%%

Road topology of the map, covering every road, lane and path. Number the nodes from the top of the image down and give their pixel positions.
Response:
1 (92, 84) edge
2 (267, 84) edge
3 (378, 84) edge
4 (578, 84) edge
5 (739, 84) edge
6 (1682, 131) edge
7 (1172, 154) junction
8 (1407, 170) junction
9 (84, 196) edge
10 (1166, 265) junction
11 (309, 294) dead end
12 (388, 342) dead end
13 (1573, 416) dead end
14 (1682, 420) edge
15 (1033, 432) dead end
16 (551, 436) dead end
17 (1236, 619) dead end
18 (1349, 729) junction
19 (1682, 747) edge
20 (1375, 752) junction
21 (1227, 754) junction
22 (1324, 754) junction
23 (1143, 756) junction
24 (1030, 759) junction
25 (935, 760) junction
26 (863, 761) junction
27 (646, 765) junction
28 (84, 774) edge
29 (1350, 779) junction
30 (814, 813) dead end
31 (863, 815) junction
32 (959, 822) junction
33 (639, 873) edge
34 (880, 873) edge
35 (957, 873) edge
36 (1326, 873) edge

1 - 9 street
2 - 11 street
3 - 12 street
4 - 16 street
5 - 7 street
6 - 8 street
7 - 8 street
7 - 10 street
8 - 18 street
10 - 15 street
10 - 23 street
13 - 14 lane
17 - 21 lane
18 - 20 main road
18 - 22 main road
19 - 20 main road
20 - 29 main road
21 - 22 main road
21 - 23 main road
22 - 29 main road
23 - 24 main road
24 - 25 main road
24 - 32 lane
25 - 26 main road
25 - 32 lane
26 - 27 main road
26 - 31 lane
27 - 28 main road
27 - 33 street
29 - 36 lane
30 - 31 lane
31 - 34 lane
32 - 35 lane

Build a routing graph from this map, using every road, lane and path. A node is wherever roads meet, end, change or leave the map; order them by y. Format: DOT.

%%
%%

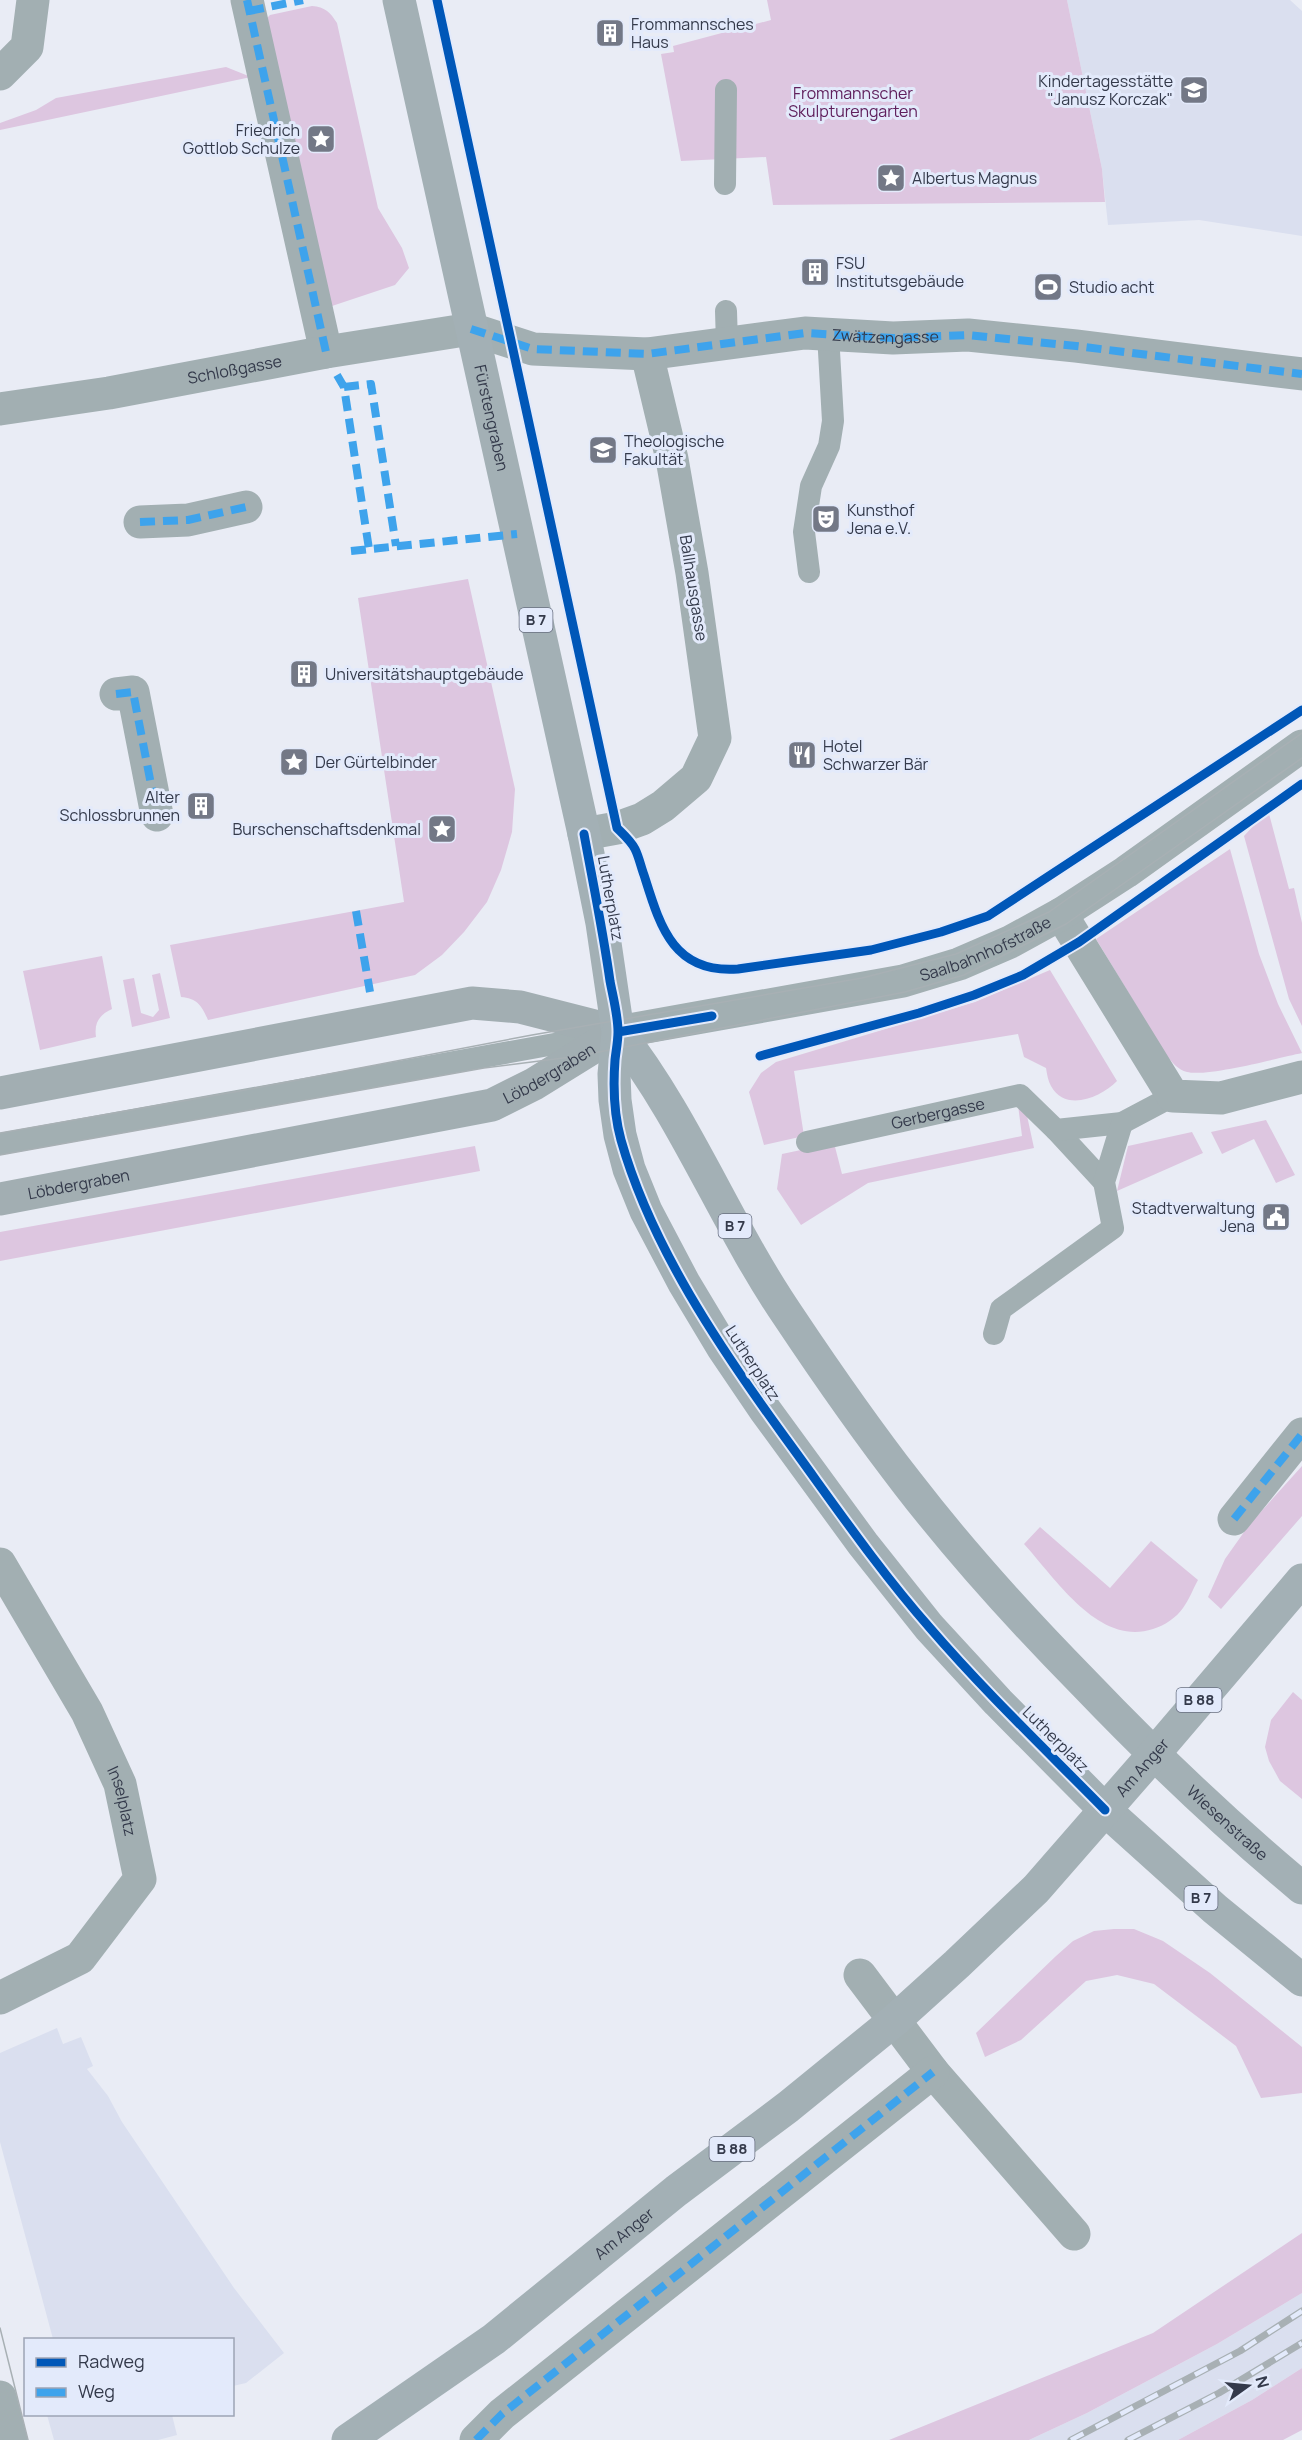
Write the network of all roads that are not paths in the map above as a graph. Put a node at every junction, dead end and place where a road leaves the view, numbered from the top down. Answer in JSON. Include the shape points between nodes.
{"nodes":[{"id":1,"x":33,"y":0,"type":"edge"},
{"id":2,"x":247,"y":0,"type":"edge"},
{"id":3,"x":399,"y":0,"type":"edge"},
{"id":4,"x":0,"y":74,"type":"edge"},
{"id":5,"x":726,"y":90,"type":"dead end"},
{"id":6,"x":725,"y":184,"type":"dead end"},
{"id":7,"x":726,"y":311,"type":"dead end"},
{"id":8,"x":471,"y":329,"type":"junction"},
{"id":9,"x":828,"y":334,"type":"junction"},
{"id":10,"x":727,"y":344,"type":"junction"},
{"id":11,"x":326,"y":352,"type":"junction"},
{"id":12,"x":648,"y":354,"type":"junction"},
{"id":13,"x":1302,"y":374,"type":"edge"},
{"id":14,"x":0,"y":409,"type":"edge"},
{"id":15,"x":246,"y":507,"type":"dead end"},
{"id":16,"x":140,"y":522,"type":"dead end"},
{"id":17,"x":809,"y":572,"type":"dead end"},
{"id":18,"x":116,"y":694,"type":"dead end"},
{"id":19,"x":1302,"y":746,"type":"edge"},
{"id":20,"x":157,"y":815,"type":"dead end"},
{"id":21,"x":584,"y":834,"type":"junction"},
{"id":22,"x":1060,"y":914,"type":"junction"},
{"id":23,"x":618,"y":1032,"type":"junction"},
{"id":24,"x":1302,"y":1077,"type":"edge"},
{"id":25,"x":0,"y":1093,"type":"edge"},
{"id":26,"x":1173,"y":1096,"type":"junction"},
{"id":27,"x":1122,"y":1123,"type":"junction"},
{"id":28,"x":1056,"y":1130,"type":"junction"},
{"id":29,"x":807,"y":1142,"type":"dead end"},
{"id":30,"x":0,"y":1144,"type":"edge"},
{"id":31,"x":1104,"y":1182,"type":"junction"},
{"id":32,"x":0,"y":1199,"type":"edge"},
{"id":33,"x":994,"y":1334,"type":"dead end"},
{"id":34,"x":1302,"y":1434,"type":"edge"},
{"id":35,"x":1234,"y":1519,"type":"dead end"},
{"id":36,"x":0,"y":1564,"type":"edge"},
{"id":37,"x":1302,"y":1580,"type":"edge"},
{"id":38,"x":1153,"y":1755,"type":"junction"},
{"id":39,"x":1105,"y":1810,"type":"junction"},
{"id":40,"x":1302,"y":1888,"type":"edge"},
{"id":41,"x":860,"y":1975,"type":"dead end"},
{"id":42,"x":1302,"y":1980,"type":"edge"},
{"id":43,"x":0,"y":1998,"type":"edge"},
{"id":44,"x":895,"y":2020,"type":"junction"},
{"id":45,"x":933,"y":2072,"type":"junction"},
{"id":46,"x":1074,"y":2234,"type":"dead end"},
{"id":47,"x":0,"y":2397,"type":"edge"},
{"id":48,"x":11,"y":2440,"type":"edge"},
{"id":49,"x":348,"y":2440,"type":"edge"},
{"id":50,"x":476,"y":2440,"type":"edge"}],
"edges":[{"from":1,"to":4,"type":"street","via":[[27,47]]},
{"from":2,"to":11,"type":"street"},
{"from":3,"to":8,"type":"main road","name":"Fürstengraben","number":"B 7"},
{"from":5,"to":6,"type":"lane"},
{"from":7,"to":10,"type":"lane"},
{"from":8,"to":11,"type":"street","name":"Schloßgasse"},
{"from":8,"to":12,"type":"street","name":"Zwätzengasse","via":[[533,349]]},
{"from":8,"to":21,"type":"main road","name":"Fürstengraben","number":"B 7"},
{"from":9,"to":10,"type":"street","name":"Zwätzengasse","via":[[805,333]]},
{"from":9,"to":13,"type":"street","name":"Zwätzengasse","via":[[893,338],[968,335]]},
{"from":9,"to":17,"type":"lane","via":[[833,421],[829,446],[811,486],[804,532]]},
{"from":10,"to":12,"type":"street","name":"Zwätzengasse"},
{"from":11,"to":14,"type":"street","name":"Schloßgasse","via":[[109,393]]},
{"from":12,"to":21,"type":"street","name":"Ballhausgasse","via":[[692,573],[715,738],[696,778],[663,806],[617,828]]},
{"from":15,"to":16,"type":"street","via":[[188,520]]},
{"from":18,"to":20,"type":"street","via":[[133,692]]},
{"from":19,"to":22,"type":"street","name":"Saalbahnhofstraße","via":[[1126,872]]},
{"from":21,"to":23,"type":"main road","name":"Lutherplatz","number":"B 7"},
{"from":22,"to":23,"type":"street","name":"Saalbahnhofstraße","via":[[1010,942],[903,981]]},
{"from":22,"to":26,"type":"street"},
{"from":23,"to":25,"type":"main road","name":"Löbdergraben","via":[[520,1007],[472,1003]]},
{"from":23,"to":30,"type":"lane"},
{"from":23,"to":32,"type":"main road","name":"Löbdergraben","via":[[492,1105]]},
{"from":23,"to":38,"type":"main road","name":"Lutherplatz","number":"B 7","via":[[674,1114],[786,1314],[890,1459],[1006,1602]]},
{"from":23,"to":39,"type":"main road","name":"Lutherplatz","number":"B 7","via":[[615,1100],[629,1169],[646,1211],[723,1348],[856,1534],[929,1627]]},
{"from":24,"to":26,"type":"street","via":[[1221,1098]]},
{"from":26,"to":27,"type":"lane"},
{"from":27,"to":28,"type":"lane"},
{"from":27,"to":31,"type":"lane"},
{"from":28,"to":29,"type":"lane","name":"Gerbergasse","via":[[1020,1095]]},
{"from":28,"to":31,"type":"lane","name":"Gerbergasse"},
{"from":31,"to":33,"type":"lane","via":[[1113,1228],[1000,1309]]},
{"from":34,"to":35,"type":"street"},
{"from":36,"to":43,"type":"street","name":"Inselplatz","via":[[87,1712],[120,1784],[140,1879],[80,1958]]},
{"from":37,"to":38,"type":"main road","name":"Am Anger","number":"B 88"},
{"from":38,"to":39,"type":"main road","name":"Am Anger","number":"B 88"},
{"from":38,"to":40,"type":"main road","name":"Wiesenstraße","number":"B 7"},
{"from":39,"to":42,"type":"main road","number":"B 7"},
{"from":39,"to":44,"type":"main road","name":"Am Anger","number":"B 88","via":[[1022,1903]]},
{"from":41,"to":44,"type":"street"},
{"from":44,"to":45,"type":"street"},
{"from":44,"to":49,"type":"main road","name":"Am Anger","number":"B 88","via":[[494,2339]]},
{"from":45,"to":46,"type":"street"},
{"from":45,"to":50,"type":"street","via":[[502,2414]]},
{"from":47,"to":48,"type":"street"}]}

%%

DIRECTIONS FOR THIS TASK>
Among the records above, only the lines between the line holding "Road topology of" and the line holding "Build a routing", inclusive, are to be output, exactly as written.

REPLY>
Road topology of the map, covering every road, lane and path. Number the nodes from the top of the image down and give their pixel positions.
Response:
1 (92, 84) edge
2 (267, 84) edge
3 (378, 84) edge
4 (578, 84) edge
5 (739, 84) edge
6 (1682, 131) edge
7 (1172, 154) junction
8 (1407, 170) junction
9 (84, 196) edge
10 (1166, 265) junction
11 (309, 294) dead end
12 (388, 342) dead end
13 (1573, 416) dead end
14 (1682, 420) edge
15 (1033, 432) dead end
16 (551, 436) dead end
17 (1236, 619) dead end
18 (1349, 729) junction
19 (1682, 747) edge
20 (1375, 752) junction
21 (1227, 754) junction
22 (1324, 754) junction
23 (1143, 756) junction
24 (1030, 759) junction
25 (935, 760) junction
26 (863, 761) junction
27 (646, 765) junction
28 (84, 774) edge
29 (1350, 779) junction
30 (814, 813) dead end
31 (863, 815) junction
32 (959, 822) junction
33 (639, 873) edge
34 (880, 873) edge
35 (957, 873) edge
36 (1326, 873) edge

1 - 9 street
2 - 11 street
3 - 12 street
4 - 16 street
5 - 7 street
6 - 8 street
7 - 8 street
7 - 10 street
8 - 18 street
10 - 15 street
10 - 23 street
13 - 14 lane
17 - 21 lane
18 - 20 main road
18 - 22 main road
19 - 20 main road
20 - 29 main road
21 - 22 main road
21 - 23 main road
22 - 29 main road
23 - 24 main road
24 - 25 main road
24 - 32 lane
25 - 26 main road
25 - 32 lane
26 - 27 main road
26 - 31 lane
27 - 28 main road
27 - 33 street
29 - 36 lane
30 - 31 lane
31 - 34 lane
32 - 35 lane

Build a routing graph from this map, using every road, lane and path. A node is wherever roads meet, end, change or leave the map; order them by y. Format: DOT.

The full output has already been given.